Владислав Крапивин. Кабул
Фрагменты из романа «Тополята»
Продолжение. Начало в NN218, 226, 229, 232, 235, 242.
РАЗБИТАЯ ВИТРИНА (ОКОНЧАНИЕ)
Дядька в камуфляже, который сидел впереди, рядом с водителем, засмеялся, не оборачиваясь. А тот, что нырнул в машину следом за Владиком — с обтянутыми белой водолазкой мышцами, с могучей шеей и короткой стрижкой на маленькой голове — взял пленника за шиворот и ровно усадил рядом с собой.
— Не дергайся, червячок. Мы не бандиты, а полиция.
— Бандиты, — убежденно сказал Владик. Он вдруг ощутил бесстрашие. Будь что будет, наплевать!

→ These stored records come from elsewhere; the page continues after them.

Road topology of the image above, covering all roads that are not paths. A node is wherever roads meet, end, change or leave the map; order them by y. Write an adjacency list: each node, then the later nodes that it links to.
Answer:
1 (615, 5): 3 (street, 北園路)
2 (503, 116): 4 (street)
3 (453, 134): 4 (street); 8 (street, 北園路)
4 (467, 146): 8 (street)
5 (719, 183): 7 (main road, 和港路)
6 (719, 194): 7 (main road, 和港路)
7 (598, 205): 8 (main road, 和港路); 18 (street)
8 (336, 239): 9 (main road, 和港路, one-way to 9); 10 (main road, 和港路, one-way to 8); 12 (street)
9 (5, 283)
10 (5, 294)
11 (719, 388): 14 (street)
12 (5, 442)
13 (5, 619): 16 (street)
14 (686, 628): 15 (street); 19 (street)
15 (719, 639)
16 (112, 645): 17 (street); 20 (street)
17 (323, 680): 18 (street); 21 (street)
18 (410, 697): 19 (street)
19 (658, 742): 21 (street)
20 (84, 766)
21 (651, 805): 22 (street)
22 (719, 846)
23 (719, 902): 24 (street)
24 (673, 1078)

— На, убедись, молекула, и не дергайся, — мужик в водолазке щелчком развернул у него перед носом пухлые корочки. Владик успел увидеть большие буквы МВД, круглую печать и плохо различимое фото. Корочки захлопнулись.
— Дай прочитать! — потребовал Владик.
— Не вякай. Дадут, где надо. Догонят и еще дадут.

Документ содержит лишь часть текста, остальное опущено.